With relocation plans falling through, Tetsuya Wakuda’s iconic fine dining Sydney restaurant Tetsuya’s will close permanently at the end of July.
Due to relocate from its current Kent Street space due to the redevelopment of the building, the restaurant will now close its doors on the 31st, with guests able to make a reservation up until then.
Wakuda says it was a very difficult decision to end 37 years of culinary history by shutting the restaurant but sometimes things just don’t go to plan.
Holding an 18 Chef Hat rating from the Australian Good Food Guide, Tetsuya’s has been an institution on the Australian dining scene with its unique fusion of Japanese and French techniques.
Landing in Sydney in 1982 with nothing more than a small suitcase and a love of food, Tetsuya Wakuda had no plan and no place to stay.
"I got in a taxi and said ‘the city’ and the taxi driver drove me to the corner of Oxford and Bourke Streets. I was 22 so I wasn’t sure what I wanted to do. I just wanted to visit Australia – that was a long-time dream,” he recalls.
A chance encounter with a nearby real estate agent would change the course of his life and eventually lead him to cooking, something he had never done professionally in Japan.

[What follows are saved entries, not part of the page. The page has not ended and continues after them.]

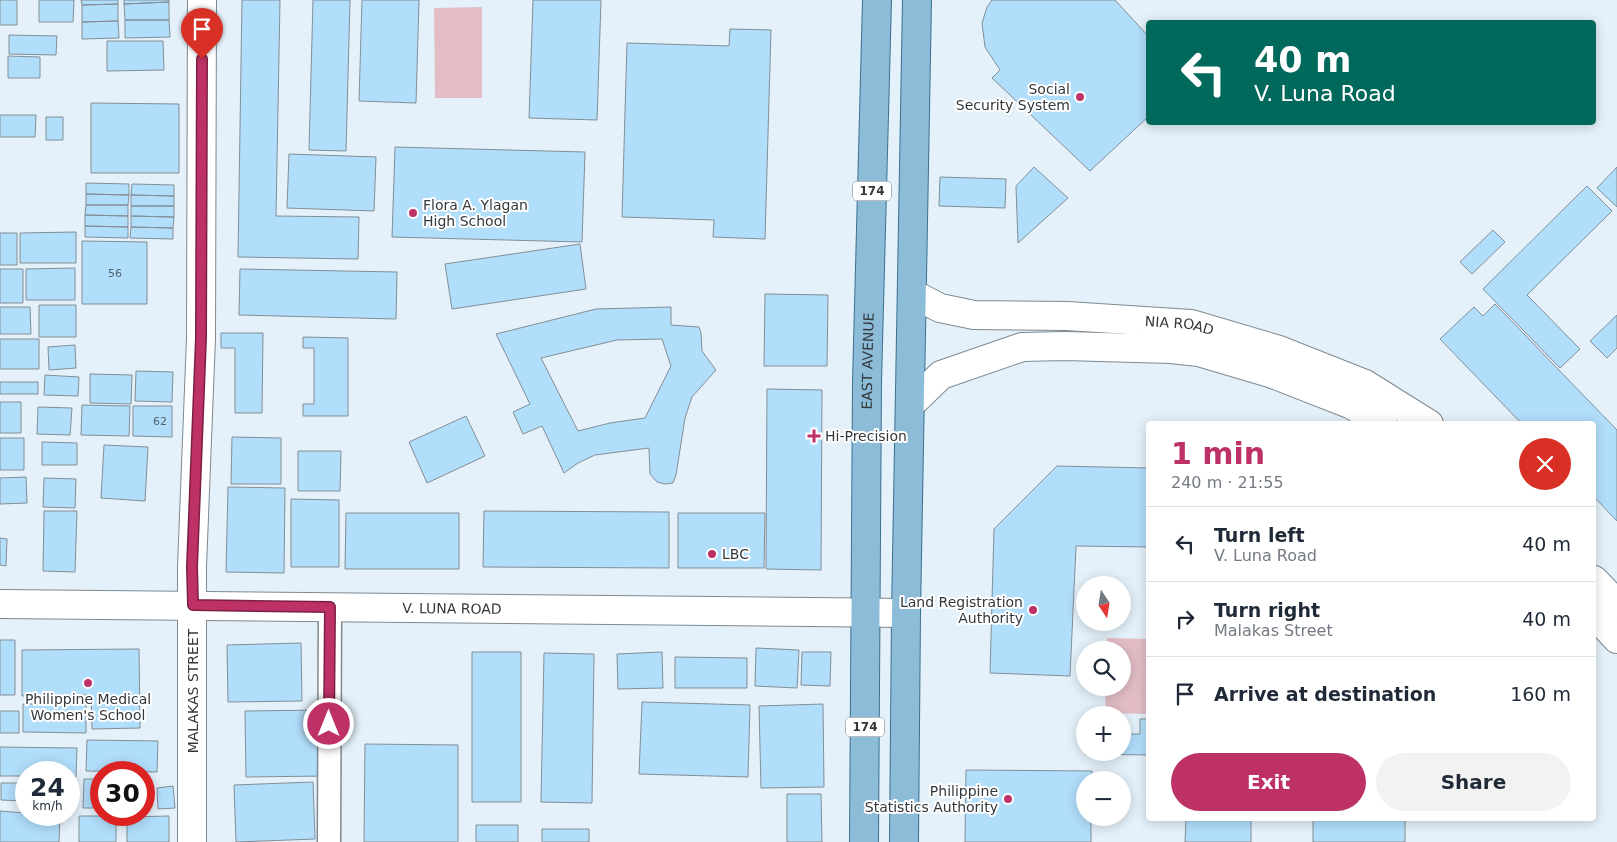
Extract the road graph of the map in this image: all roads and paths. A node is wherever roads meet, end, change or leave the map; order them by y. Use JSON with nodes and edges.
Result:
{"nodes":[{"id":1,"x":202,"y":0,"type":"edge"},
{"id":2,"x":877,"y":0,"type":"edge"},
{"id":3,"x":917,"y":0,"type":"edge"},
{"id":4,"x":913,"y":294,"type":"junction"},
{"id":5,"x":910,"y":405,"type":"junction"},
{"id":6,"x":1378,"y":421,"type":"edge"},
{"id":7,"x":1423,"y":421,"type":"edge"},
{"id":8,"x":1596,"y":582,"type":"edge"},
{"id":9,"x":0,"y":604,"type":"edge"},
{"id":10,"x":1617,"y":604,"type":"edge"},
{"id":11,"x":193,"y":605,"type":"junction"},
{"id":12,"x":330,"y":607,"type":"junction"},
{"id":13,"x":867,"y":612,"type":"junction"},
{"id":14,"x":906,"y":613,"type":"junction"},
{"id":15,"x":1596,"y":616,"type":"edge"},
{"id":16,"x":1617,"y":639,"type":"edge"},
{"id":17,"x":192,"y":842,"type":"edge"},
{"id":18,"x":329,"y":842,"type":"edge"},
{"id":19,"x":864,"y":842,"type":"edge"},
{"id":20,"x":904,"y":842,"type":"edge"}],
"edges":[{"from":1,"to":11,"type":"street","name":"MALAKAS STREET"},
{"from":2,"to":13,"type":"main road","name":"EAST AVENUE","number":"174"},
{"from":3,"to":4,"type":"main road"},
{"from":4,"to":5,"type":"main road"},
{"from":4,"to":7,"type":"street","name":"NIA ROAD"},
{"from":5,"to":6,"type":"street","name":"NIA ROAD"},
{"from":5,"to":14,"type":"main road"},
{"from":8,"to":10,"type":"street"},
{"from":9,"to":11,"type":"street","name":"V. LUNA ROAD"},
{"from":11,"to":12,"type":"street","name":"V. LUNA ROAD"},
{"from":11,"to":17,"type":"street","name":"MALAKAS STREET"},
{"from":12,"to":13,"type":"street","name":"V. LUNA ROAD"},
{"from":12,"to":18,"type":"street"},
{"from":13,"to":14,"type":"street","name":"V. LUNA ROAD"},
{"from":13,"to":19,"type":"main road","name":"EAST AVENUE","number":"174"},
{"from":14,"to":20,"type":"main road"},
{"from":15,"to":16,"type":"street"}]}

A few years after he arrived in Sydney, Tetsuya attended a friend’s birthday party at an upmarket Sydney restaurant. The dress code was formal and when he turned up without a tie on, he was turned away at the door.
In 2000, he entered the restaurant again, this time as its new owner. It was the second restaurant he had opened – the first was in 1987 with a friend – and the second site for an establishment he had named ‘Tetsuya’s’.
Going on to gain worldwide recognition and regularly featuring in the world’s 50 best restaurants, the closure of the restaurant will leave an irreplaceable gap in this country’s fine dining repertoire.